Can Fee for Service Ever Die?
Any organization that continues to operate fully on a FFS model with no attempt to address Navarro’s third tenet may ultimately continue to have excessive expenditures and waste.16 The FFS system remains challenged in today’s health care system, yet all payers continue to pay providers based on some form of FFS payment system. Before FFS can truly evolve, new payment systems will have to be formed and that, in itself, remains a daunting and time-consuming task.30-32 From bundled payments to value-based systems, only robust and comprehensive methods of evaluation can establish if any of these complex arrangements or combination of systems will be able to fully replace the FFS method of payment.

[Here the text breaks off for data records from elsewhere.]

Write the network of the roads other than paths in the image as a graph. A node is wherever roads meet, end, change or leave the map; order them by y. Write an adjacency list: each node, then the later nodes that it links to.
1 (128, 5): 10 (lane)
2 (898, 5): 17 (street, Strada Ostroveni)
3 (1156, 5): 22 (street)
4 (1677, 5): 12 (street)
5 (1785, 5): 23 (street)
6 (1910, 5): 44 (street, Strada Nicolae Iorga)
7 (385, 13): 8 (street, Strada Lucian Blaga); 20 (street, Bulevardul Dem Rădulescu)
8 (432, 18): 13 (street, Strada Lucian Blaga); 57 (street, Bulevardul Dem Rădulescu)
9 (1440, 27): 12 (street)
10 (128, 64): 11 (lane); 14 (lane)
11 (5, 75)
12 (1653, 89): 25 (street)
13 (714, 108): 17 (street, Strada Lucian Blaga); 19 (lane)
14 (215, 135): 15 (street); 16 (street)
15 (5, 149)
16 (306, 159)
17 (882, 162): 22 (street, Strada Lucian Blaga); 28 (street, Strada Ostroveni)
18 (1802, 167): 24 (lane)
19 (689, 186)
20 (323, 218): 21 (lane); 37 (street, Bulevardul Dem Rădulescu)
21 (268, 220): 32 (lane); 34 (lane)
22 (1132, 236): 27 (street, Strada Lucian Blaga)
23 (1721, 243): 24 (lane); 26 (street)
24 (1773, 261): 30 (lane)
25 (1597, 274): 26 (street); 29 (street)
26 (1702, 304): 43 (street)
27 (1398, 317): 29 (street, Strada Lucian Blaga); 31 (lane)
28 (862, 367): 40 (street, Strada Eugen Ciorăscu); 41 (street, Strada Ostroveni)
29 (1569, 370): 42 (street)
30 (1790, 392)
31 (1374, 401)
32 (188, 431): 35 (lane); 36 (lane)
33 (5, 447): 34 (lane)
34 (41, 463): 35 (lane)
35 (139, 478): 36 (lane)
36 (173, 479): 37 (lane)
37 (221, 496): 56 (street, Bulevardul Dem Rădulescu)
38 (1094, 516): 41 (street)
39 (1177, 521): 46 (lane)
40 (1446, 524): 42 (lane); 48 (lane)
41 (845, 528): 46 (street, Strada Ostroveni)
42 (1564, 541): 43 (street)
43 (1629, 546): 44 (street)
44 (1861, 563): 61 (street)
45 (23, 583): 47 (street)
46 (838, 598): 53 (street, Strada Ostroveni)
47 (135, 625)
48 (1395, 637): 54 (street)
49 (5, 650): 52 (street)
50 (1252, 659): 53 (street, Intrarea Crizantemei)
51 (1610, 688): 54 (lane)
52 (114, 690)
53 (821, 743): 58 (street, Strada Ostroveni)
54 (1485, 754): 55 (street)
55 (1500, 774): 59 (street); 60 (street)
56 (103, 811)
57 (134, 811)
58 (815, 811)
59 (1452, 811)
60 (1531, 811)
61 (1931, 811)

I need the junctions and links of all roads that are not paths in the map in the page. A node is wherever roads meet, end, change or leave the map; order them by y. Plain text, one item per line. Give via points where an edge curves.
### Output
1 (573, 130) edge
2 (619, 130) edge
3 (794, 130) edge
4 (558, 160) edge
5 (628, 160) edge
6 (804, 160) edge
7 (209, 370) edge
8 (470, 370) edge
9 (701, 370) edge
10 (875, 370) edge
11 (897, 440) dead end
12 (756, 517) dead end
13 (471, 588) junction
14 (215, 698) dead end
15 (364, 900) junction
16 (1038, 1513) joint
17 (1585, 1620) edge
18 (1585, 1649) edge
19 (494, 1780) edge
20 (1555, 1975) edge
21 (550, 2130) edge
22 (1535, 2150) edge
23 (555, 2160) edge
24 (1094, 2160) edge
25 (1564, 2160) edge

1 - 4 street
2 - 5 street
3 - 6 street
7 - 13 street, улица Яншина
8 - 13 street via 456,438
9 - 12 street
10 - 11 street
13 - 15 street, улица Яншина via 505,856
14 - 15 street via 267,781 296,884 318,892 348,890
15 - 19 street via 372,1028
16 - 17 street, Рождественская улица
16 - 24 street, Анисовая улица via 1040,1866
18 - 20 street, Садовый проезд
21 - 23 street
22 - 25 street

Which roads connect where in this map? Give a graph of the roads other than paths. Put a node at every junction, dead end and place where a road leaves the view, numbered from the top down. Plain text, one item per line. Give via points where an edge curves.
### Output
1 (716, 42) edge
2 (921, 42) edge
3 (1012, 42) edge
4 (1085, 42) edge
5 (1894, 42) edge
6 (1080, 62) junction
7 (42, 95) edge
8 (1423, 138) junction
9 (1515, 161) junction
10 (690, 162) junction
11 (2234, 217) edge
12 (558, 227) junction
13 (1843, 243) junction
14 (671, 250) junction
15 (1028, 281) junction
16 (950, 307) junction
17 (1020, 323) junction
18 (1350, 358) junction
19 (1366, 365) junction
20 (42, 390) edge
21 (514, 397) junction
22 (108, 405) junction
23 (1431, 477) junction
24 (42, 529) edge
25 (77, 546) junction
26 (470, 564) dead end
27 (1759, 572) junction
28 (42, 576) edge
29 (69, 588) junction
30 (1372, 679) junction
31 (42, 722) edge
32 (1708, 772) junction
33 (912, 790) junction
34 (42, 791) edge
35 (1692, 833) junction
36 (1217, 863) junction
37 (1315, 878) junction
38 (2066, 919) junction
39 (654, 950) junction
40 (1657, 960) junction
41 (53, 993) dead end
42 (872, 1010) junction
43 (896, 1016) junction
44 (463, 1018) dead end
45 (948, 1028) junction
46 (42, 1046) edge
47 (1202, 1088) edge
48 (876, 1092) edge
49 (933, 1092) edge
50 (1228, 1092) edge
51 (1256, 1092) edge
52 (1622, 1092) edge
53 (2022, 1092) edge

Management and Coordination Are Key
As was suggested by the results from the Robert Wood Johnson report,1 for state Medicaid programs that had already been largely vested in managing the use of their enrollees, limited savings were achieved by simply switching to a different form of management. This indicates that the states which began early adaptation of managed care principles to their FFS models were able to attain similar results as those states that switched to a commercial plan before attempting any internal controls.1 Therefore, these results lend support to the claim that managed care principles were correctly applied. With regard to Navarro’s third tenet, in the absence of a complete first tenet, these states were able to reduce costs.16 As self-managed states increase in knowledge and experience of the second tenet, the ability to share in financial risk with other stakeholders by developing pay-for-performance or pay-for-value programs may exist.16,33 As stated previously, many states have already developed capitated provider systems or patient-centered medical home models that further align with managed care principals.1 Again, however, scientific literature is lacking on the most effective models for managing this challenging population.
Conclusions
Policymakers should carefully weigh their options when considering converting their FFS Medicaid programs to commercial managed care vendors. For states where Navarro’s third tenet has been practiced for several decades with management and care coordination programs in place, little may be achieved by converting a portion of the population to managed care.1,16 A few states have historically used commercial managed care, ultimately determining that Medicaid beneficiaries could be better managed by the state program itself.34,35 Other programs have found MCOs to be an acceptable solution. Regardless of these perspectives, the message is clear: The days of unmanaged FFS models are gone, and programs not attempting to apply managed care principles to their members may continue to experience difficulties in optimizing costs, access, and quality.